Work order: From the first line to the last, restate the data word for word.

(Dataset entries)

************

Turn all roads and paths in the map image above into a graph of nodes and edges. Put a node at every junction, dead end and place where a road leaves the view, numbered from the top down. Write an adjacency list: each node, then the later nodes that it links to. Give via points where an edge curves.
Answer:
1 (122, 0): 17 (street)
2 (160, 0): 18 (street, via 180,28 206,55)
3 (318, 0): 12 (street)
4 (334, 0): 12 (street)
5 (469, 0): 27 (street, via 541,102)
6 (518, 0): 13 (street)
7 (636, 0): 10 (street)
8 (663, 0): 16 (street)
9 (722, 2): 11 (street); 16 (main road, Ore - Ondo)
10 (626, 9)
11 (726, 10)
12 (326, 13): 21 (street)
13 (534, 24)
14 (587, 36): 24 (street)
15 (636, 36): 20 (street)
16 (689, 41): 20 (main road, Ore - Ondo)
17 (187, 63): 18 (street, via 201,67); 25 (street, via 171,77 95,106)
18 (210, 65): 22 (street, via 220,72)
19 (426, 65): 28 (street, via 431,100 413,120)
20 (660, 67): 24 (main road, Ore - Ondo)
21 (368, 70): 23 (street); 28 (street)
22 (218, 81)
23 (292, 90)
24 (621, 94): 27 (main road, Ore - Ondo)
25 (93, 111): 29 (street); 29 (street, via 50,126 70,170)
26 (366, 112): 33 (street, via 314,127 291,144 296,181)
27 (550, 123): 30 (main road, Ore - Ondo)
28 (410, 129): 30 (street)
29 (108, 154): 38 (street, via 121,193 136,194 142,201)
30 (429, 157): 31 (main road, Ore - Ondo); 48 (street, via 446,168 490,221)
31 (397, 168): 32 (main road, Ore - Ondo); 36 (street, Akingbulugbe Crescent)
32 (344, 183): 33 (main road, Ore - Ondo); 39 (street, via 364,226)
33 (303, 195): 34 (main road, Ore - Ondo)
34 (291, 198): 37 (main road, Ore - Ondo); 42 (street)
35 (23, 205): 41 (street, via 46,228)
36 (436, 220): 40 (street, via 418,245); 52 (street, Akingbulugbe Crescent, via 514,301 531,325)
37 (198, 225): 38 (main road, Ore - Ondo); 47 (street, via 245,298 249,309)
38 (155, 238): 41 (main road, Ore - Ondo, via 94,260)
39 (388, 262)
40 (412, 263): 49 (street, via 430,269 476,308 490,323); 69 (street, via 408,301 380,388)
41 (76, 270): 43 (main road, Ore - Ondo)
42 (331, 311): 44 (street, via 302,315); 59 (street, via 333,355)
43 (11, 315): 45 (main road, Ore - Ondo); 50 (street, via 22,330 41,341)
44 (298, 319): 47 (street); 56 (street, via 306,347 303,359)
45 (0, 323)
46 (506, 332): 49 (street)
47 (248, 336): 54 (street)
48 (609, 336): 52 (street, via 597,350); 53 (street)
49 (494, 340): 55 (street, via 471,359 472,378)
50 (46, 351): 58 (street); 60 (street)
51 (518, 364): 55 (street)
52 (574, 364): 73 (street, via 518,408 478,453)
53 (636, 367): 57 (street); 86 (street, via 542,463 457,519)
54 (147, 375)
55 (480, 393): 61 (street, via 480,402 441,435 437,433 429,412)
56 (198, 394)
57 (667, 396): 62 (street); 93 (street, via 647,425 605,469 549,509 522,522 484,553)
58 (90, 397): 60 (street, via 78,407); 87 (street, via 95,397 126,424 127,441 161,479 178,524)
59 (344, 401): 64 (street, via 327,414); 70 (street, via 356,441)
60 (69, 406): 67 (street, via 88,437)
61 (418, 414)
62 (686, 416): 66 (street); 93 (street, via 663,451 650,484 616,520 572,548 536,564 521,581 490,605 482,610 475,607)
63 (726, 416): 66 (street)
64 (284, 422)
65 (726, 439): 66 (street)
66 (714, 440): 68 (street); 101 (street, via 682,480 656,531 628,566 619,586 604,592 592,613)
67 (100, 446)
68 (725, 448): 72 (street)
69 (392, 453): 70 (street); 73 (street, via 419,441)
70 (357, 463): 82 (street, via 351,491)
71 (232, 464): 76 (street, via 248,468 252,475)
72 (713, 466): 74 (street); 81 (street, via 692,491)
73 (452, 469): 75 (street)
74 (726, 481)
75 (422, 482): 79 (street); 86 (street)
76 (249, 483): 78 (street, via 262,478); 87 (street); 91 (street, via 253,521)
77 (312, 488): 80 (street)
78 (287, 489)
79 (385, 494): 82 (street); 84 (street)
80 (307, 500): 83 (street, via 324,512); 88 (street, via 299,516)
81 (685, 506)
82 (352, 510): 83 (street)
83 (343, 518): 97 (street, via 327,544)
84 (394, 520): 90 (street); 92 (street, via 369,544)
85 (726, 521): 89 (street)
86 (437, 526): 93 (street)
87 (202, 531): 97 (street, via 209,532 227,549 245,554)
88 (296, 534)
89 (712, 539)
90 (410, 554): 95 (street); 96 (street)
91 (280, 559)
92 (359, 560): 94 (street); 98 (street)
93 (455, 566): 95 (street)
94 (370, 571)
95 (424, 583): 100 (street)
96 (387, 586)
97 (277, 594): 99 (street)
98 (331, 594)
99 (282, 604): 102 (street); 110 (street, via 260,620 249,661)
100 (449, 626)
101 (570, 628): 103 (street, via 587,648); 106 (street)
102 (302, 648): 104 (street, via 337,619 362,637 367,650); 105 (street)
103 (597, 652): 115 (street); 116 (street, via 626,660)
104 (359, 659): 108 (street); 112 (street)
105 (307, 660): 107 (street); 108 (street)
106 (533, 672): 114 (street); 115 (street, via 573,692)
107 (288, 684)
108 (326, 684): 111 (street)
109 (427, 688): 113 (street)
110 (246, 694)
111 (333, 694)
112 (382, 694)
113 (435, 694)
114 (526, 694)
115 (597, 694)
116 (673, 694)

************

Written answer:
Turn all roads and paths in the map image above into a graph of nodes and edges. Put a node at every junction, dead end and place where a road leaves the view, numbered from the top down. Write an adjacency list: each node, then the later nodes that it links to. Give via points where an edge curves.
Answer:
1 (122, 0): 17 (street)
2 (160, 0): 18 (street, via 180,28 206,55)
3 (318, 0): 12 (street)
4 (334, 0): 12 (street)
5 (469, 0): 27 (street, via 541,102)
6 (518, 0): 13 (street)
7 (636, 0): 10 (street)
8 (663, 0): 16 (street)
9 (722, 2): 11 (street); 16 (main road, Ore - Ondo)
10 (626, 9)
11 (726, 10)
12 (326, 13): 21 (street)
13 (534, 24)
14 (587, 36): 24 (street)
15 (636, 36): 20 (street)
16 (689, 41): 20 (main road, Ore - Ondo)
17 (187, 63): 18 (street, via 201,67); 25 (street, via 171,77 95,106)
18 (210, 65): 22 (street, via 220,72)
19 (426, 65): 28 (street, via 431,100 413,120)
20 (660, 67): 24 (main road, Ore - Ondo)
21 (368, 70): 23 (street); 28 (street)
22 (218, 81)
23 (292, 90)
24 (621, 94): 27 (main road, Ore - Ondo)
25 (93, 111): 29 (street); 29 (street, via 50,126 70,170)
26 (366, 112): 33 (street, via 314,127 291,144 296,181)
27 (550, 123): 30 (main road, Ore - Ondo)
28 (410, 129): 30 (street)
29 (108, 154): 38 (street, via 121,193 136,194 142,201)
30 (429, 157): 31 (main road, Ore - Ondo); 48 (street, via 446,168 490,221)
31 (397, 168): 32 (main road, Ore - Ondo); 36 (street, Akingbulugbe Crescent)
32 (344, 183): 33 (main road, Ore - Ondo); 39 (street, via 364,226)
33 (303, 195): 34 (main road, Ore - Ondo)
34 (291, 198): 37 (main road, Ore - Ondo); 42 (street)
35 (23, 205): 41 (street, via 46,228)
36 (436, 220): 40 (street, via 418,245); 52 (street, Akingbulugbe Crescent, via 514,301 531,325)
37 (198, 225): 38 (main road, Ore - Ondo); 47 (street, via 245,298 249,309)
38 (155, 238): 41 (main road, Ore - Ondo, via 94,260)
39 (388, 262)
40 (412, 263): 49 (street, via 430,269 476,308 490,323); 69 (street, via 408,301 380,388)
41 (76, 270): 43 (main road, Ore - Ondo)
42 (331, 311): 44 (street, via 302,315); 59 (street, via 333,355)
43 (11, 315): 45 (main road, Ore - Ondo); 50 (street, via 22,330 41,341)
44 (298, 319): 47 (street); 56 (street, via 306,347 303,359)
45 (0, 323)
46 (506, 332): 49 (street)
47 (248, 336): 54 (street)
48 (609, 336): 52 (street, via 597,350); 53 (street)
49 (494, 340): 55 (street, via 471,359 472,378)
50 (46, 351): 58 (street); 60 (street)
51 (518, 364): 55 (street)
52 (574, 364): 73 (street, via 518,408 478,453)
53 (636, 367): 57 (street); 86 (street, via 542,463 457,519)
54 (147, 375)
55 (480, 393): 61 (street, via 480,402 441,435 437,433 429,412)
56 (198, 394)
57 (667, 396): 62 (street); 93 (street, via 647,425 605,469 549,509 522,522 484,553)
58 (90, 397): 60 (street, via 78,407); 87 (street, via 95,397 126,424 127,441 161,479 178,524)
59 (344, 401): 64 (street, via 327,414); 70 (street, via 356,441)
60 (69, 406): 67 (street, via 88,437)
61 (418, 414)
62 (686, 416): 66 (street); 93 (street, via 663,451 650,484 616,520 572,548 536,564 521,581 490,605 482,610 475,607)
63 (726, 416): 66 (street)
64 (284, 422)
65 (726, 439): 66 (street)
66 (714, 440): 68 (street); 101 (street, via 682,480 656,531 628,566 619,586 604,592 592,613)
67 (100, 446)
68 (725, 448): 72 (street)
69 (392, 453): 70 (street); 73 (street, via 419,441)
70 (357, 463): 82 (street, via 351,491)
71 (232, 464): 76 (street, via 248,468 252,475)
72 (713, 466): 74 (street); 81 (street, via 692,491)
73 (452, 469): 75 (street)
74 (726, 481)
75 (422, 482): 79 (street); 86 (street)
76 (249, 483): 78 (street, via 262,478); 87 (street); 91 (street, via 253,521)
77 (312, 488): 80 (street)
78 (287, 489)
79 (385, 494): 82 (street); 84 (street)
80 (307, 500): 83 (street, via 324,512); 88 (street, via 299,516)
81 (685, 506)
82 (352, 510): 83 (street)
83 (343, 518): 97 (street, via 327,544)
84 (394, 520): 90 (street); 92 (street, via 369,544)
85 (726, 521): 89 (street)
86 (437, 526): 93 (street)
87 (202, 531): 97 (street, via 209,532 227,549 245,554)
88 (296, 534)
89 (712, 539)
90 (410, 554): 95 (street); 96 (street)
91 (280, 559)
92 (359, 560): 94 (street); 98 (street)
93 (455, 566): 95 (street)
94 (370, 571)
95 (424, 583): 100 (street)
96 (387, 586)
97 (277, 594): 99 (street)
98 (331, 594)
99 (282, 604): 102 (street); 110 (street, via 260,620 249,661)
100 (449, 626)
101 (570, 628): 103 (street, via 587,648); 106 (street)
102 (302, 648): 104 (street, via 337,619 362,637 367,650); 105 (street)
103 (597, 652): 115 (street); 116 (street, via 626,660)
104 (359, 659): 108 (street); 112 (street)
105 (307, 660): 107 (street); 108 (street)
106 (533, 672): 114 (street); 115 (street, via 573,692)
107 (288, 684)
108 (326, 684): 111 (street)
109 (427, 688): 113 (street)
110 (246, 694)
111 (333, 694)
112 (382, 694)
113 (435, 694)
114 (526, 694)
115 (597, 694)
116 (673, 694)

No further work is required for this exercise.